Available projects for students

Avaiable projects

Here you will find an overview of available projects. Feel free to contact me if you have any questions.


  • I. Group coordination in forest elephants (Loxodonta cyclotis)

    In addition to all the advantages, living in groups confronts social animals with a fundamental organizational problem. Despite all conflicting individual interests, how is it decided where the group will go, when and how? Forest elephants, unlike the larger Savannah elephants, form small groups, often consisting of their own family but without adult males. How these small groups navigate in their natural habitat and whether an individual takes over the leadership of the group remains unknown to date. > 150 videos are available for analysis to uncover this aspect of the social behaviour of these critically endangered animals. Videos were recorded on a natural forest clearing in the Nouabalé Ndoki National Park in the northern Republic of Congo and document the arrival, movement and departure of groups of forest elephants.


  • II. Heterospecific eavesdropping in putty-nosed monkeys (Cercopithecus nictitans)

    Forest guenons use specific alarm calls depending on the nature of the threat. Receivers of these context-dependent calls are thus able to adapt their behaviour threat-specifically and to protect themselves and their offspring from e.g. predation. Monkeys often roam around in rain forests in groups composed of several species. This increases the number of attentive sentinels and dangers are discovered faster. Even alarm calls from other species are often understood and the behaviour to alarm calls of one's own species often corresponds to that to alarm calls of another species in the same situation. Is the understanding of heterospecific calls learned or is it innate? And do different populations of the same species understand each other flawlessly? Recordings of systematic playback experiments with putty-nosed monkeys conducted in Ivory Coast and in the Republic of the Congo are acoustically analysed to answer these questions.


  • III. Infant mortality in western lowland gorillas (Gorilla gorilla gorilla)

    Gorillas reproduce slowly, usually around 5 years between births and infants are dependent on their mother for a long time.
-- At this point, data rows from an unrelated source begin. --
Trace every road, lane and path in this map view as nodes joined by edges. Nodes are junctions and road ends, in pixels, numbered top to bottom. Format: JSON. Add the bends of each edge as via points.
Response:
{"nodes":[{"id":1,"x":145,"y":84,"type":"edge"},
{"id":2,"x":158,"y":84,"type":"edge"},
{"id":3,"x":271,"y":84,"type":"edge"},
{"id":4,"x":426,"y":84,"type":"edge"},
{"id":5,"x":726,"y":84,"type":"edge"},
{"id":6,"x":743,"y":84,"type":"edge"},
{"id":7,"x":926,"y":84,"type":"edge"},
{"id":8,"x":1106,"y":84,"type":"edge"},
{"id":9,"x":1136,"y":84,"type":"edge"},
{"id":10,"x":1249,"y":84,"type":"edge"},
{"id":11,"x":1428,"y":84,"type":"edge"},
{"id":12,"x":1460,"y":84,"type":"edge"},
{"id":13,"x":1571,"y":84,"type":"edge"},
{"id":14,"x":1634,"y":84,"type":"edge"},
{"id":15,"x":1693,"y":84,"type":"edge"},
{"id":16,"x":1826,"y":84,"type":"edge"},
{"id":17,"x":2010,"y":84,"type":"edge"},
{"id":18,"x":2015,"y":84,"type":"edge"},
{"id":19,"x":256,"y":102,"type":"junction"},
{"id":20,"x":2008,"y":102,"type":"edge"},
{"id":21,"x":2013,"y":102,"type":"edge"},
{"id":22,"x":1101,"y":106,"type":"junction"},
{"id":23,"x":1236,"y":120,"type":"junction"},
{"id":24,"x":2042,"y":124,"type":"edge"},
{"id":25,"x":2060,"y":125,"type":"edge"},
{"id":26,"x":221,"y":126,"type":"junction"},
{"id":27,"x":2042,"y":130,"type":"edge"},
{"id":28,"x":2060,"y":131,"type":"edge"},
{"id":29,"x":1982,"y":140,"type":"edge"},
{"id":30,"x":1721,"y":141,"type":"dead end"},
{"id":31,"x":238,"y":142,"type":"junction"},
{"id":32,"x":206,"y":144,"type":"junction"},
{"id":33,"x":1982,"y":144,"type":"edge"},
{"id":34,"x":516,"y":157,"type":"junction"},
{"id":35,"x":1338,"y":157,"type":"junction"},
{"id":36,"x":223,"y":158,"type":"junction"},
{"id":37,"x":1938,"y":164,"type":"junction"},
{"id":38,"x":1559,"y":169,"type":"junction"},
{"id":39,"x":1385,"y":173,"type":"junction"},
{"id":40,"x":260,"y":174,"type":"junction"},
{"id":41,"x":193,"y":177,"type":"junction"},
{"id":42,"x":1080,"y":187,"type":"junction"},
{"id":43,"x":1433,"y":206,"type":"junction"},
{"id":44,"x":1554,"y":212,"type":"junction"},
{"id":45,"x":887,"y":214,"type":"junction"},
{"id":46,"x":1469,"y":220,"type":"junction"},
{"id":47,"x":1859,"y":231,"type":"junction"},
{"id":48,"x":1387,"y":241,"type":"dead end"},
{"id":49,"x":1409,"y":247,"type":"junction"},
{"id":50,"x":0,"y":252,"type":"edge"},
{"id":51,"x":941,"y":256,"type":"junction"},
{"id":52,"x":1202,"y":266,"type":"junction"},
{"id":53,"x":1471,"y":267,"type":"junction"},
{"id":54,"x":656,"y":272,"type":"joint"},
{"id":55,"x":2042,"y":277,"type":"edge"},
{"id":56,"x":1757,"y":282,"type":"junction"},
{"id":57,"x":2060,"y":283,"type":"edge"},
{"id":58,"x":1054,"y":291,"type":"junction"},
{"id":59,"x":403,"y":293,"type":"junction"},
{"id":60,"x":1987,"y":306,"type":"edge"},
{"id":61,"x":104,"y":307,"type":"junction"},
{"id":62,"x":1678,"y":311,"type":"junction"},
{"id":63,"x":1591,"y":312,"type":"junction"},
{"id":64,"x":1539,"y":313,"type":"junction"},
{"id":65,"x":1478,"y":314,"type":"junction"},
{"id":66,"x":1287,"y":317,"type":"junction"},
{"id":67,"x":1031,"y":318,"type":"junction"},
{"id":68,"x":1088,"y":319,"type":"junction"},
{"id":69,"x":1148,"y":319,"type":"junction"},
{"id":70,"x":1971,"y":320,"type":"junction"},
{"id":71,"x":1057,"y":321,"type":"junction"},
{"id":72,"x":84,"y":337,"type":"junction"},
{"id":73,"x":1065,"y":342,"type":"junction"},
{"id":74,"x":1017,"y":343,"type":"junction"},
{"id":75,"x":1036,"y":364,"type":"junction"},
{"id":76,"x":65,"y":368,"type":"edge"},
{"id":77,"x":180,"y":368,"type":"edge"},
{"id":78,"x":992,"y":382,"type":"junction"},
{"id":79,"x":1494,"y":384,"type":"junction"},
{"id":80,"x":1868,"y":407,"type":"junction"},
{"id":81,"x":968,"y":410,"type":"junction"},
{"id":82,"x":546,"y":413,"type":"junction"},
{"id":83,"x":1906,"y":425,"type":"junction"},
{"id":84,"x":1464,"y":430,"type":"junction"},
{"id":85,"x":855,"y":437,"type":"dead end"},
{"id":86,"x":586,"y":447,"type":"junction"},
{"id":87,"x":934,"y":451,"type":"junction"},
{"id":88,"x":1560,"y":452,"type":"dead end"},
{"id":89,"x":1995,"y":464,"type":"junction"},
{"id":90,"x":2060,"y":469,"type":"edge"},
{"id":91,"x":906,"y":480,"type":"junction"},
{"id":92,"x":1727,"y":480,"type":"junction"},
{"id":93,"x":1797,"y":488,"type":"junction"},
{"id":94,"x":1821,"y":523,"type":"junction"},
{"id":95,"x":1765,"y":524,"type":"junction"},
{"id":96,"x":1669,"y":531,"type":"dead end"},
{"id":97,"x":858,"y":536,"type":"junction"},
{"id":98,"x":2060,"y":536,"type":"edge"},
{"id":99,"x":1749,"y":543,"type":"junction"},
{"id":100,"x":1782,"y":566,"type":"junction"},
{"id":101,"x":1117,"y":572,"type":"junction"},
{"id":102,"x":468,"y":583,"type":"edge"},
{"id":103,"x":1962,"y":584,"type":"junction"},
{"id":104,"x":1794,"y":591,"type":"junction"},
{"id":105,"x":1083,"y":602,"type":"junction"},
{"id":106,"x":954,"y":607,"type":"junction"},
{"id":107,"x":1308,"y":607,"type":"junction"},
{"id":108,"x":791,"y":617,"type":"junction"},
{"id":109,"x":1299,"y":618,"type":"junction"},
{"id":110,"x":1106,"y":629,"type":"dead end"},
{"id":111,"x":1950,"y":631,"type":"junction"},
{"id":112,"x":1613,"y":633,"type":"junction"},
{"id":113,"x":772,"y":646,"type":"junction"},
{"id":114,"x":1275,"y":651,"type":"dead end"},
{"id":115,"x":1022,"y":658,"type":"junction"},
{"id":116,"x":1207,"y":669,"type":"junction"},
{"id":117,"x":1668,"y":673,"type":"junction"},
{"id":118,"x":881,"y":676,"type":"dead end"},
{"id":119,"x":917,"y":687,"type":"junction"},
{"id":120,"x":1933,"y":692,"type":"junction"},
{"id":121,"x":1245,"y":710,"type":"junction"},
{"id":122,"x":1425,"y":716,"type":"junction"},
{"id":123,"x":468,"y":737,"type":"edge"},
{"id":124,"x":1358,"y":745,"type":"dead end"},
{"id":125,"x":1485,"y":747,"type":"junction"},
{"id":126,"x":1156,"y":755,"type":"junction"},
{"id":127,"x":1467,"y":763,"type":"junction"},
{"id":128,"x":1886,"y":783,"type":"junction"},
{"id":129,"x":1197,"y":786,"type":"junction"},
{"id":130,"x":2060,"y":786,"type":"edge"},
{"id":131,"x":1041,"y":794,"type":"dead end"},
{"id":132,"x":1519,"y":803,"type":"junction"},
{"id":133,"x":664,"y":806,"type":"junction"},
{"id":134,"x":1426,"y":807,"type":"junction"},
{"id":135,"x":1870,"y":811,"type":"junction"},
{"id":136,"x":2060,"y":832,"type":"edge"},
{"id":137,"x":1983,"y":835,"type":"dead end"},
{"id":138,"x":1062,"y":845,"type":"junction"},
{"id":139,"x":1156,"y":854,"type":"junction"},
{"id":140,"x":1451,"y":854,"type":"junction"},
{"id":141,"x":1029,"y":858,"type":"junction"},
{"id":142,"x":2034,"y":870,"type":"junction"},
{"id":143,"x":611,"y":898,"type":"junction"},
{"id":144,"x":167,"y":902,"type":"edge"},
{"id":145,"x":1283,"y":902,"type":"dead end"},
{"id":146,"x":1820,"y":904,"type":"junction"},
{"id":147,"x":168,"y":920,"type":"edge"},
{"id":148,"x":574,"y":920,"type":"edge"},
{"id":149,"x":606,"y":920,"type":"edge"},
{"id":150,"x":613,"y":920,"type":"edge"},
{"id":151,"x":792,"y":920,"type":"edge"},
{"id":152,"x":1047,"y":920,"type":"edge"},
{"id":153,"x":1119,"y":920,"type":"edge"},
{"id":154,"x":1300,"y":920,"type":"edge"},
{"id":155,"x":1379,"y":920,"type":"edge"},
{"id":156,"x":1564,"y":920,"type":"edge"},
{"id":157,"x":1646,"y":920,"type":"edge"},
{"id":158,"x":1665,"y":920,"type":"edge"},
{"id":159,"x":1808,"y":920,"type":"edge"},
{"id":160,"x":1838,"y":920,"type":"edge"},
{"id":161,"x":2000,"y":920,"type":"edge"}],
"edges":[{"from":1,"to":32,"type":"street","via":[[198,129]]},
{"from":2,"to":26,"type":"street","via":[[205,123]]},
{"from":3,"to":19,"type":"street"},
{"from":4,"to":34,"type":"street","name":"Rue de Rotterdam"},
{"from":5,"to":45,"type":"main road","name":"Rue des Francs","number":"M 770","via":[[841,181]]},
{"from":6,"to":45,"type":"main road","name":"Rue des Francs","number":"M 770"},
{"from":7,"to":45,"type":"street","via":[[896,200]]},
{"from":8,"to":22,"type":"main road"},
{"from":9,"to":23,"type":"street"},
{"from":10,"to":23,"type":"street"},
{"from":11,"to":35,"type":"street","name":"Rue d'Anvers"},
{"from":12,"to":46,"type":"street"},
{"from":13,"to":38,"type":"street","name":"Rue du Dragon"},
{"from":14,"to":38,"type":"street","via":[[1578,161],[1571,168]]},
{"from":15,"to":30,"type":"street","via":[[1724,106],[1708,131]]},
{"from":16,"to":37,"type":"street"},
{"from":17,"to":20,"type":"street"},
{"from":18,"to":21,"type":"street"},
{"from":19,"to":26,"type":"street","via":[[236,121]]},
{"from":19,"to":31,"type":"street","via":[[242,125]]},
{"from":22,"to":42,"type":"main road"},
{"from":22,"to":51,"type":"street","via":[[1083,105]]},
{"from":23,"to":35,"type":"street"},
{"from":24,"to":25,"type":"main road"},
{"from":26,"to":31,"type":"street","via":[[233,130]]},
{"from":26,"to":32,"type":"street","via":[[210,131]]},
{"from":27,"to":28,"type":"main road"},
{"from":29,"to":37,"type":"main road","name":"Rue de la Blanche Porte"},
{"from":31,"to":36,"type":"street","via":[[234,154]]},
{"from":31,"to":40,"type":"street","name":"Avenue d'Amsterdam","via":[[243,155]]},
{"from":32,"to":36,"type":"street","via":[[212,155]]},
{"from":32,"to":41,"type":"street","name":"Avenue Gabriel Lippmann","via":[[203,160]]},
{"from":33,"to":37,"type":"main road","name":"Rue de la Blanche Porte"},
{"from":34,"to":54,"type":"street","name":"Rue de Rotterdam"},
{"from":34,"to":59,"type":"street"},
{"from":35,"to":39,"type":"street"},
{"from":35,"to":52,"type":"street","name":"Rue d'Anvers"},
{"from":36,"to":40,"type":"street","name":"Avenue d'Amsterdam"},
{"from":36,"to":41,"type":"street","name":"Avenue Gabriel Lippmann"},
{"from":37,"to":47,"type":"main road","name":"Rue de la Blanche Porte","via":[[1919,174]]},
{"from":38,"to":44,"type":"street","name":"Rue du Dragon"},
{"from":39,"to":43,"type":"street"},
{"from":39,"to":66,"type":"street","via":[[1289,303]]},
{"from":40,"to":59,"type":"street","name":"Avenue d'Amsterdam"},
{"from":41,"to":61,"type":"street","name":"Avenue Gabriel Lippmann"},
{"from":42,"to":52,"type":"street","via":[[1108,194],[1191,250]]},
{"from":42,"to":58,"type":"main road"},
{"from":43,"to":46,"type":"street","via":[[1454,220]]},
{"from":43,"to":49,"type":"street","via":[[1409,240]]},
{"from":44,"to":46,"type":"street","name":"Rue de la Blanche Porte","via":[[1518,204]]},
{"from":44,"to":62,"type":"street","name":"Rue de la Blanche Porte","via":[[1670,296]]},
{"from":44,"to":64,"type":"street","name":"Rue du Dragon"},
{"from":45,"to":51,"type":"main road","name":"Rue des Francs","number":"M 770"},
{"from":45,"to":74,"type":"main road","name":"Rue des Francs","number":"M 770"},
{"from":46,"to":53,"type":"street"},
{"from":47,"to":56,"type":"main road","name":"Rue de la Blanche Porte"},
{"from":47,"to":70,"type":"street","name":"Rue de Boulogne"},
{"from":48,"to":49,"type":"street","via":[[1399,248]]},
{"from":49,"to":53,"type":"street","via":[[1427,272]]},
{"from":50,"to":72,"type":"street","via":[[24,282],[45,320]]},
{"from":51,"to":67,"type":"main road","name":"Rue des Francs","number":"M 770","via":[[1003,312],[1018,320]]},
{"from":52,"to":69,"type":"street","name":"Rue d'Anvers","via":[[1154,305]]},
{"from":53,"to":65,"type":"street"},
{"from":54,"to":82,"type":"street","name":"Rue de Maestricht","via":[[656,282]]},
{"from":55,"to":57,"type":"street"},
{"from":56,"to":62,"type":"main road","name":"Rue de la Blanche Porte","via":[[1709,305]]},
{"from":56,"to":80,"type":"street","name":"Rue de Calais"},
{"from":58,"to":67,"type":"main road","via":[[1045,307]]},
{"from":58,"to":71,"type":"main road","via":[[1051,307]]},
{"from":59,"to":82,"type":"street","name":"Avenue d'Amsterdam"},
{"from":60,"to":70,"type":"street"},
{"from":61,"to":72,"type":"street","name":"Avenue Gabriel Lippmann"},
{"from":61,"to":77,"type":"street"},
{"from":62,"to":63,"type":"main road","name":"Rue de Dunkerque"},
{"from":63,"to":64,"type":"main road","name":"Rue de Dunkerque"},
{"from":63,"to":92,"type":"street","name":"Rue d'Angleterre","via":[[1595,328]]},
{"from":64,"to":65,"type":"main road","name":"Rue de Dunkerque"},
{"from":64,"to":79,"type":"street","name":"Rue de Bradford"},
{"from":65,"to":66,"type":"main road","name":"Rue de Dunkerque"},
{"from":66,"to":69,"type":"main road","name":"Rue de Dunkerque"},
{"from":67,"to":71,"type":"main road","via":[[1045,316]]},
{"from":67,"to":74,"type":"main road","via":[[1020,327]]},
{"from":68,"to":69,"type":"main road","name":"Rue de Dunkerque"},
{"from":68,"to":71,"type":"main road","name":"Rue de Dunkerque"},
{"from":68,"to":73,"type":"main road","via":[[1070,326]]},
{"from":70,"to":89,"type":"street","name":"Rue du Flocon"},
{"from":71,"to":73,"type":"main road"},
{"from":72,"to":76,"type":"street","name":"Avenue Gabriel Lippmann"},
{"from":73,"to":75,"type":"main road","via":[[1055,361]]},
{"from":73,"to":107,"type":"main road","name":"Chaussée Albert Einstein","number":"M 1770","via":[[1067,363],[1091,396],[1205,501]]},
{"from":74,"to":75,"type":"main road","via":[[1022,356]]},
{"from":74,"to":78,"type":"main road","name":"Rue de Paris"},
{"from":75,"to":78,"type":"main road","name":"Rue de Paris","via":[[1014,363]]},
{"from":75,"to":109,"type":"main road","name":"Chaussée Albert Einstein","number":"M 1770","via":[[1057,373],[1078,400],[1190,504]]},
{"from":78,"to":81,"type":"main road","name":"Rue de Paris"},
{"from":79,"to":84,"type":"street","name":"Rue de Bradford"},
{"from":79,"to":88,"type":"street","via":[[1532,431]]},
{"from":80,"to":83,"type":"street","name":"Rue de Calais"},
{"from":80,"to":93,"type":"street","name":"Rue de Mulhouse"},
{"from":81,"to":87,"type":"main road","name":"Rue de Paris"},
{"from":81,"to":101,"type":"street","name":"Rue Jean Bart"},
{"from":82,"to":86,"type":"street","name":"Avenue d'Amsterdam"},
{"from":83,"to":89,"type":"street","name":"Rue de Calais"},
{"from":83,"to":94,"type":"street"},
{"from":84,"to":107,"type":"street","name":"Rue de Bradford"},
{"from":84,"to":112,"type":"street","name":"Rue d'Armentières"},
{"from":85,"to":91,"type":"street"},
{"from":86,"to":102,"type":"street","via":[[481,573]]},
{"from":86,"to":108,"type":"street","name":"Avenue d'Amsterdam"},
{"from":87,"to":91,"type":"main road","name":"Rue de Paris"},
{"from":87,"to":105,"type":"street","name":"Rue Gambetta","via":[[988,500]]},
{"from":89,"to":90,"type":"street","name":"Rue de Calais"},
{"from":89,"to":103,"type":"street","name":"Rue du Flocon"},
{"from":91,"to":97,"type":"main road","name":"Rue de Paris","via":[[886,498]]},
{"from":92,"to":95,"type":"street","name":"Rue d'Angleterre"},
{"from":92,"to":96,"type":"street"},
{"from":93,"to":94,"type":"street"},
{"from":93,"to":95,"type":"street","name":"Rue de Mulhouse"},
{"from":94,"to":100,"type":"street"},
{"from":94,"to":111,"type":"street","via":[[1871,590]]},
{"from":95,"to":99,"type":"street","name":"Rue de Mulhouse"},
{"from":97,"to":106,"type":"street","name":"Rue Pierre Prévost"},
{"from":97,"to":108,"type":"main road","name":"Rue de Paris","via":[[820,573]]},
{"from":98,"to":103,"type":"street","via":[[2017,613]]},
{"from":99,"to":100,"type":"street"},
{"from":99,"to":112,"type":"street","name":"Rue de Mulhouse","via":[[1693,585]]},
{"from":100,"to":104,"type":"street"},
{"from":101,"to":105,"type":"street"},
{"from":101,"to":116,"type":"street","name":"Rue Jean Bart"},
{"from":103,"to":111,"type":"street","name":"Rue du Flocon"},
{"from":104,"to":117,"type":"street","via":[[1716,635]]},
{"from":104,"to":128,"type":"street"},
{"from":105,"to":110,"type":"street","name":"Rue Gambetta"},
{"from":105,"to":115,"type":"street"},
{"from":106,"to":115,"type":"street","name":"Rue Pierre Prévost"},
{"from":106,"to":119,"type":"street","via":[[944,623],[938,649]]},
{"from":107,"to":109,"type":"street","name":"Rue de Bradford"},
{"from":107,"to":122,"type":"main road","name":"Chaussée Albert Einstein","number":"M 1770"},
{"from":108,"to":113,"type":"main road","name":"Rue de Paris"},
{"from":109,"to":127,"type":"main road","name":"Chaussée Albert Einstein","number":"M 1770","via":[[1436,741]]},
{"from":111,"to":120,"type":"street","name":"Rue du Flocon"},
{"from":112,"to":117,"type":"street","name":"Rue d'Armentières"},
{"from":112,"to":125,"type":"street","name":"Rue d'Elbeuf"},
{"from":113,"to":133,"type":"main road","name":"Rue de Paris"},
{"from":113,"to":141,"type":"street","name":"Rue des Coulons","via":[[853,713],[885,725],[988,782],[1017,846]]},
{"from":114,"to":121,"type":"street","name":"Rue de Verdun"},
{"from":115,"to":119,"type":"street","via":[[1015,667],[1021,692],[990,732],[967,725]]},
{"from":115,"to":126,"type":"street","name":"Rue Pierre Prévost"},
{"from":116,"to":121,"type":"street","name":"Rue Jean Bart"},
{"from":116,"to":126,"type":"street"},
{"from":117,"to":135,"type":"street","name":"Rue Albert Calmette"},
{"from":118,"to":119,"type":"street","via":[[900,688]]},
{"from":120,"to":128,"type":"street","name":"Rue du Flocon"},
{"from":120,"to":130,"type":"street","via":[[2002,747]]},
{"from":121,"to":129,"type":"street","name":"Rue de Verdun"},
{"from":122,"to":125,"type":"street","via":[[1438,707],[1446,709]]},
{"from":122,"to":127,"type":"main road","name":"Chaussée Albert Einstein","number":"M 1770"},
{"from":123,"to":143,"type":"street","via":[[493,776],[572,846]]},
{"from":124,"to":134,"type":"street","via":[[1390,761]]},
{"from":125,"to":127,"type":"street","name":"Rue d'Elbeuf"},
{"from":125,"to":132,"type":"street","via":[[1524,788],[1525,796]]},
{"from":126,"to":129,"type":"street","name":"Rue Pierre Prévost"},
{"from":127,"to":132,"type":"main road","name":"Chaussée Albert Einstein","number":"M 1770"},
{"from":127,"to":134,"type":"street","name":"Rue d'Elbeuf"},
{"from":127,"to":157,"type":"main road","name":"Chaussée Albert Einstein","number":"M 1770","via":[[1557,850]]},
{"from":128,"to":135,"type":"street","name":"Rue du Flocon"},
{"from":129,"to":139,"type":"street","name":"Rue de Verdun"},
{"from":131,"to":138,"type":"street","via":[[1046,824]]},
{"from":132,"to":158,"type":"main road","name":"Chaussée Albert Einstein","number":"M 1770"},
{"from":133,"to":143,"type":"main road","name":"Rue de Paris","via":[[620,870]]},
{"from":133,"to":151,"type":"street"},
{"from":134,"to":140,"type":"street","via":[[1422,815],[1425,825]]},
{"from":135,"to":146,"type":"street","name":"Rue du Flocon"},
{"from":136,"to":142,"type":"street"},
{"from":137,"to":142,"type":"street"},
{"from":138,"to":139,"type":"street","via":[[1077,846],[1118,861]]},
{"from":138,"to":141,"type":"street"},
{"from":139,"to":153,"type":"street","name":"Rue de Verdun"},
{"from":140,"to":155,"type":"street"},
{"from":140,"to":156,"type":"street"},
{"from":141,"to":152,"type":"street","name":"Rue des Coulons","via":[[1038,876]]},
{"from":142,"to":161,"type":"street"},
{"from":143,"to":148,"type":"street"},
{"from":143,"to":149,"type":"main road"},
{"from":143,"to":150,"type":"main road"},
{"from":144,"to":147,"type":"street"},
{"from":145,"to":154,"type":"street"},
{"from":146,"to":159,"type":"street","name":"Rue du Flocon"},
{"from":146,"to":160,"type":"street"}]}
The slow reproduction of these endangered great apes is further complicated by high infant mortality for which neither exact numbers nor clear reasons are known. How high is the mortality rate of infant western lowland gorillas and what factors account for the survival probability? Using the demographic database of the world's longest (> 25 years) field study of western lowland gorillas - the Mbeli Baï project - birth rates, sex ratios and mortality of young animals are analysed, and the influence of maternal experience, seasons and other social factors such as group size and stability are investigated. Mbeli Baï is located in the Nouabalé-Ndoki National Park in the north of the Republic of the Congo and has been a UNESCO World Heritage Site since 2012.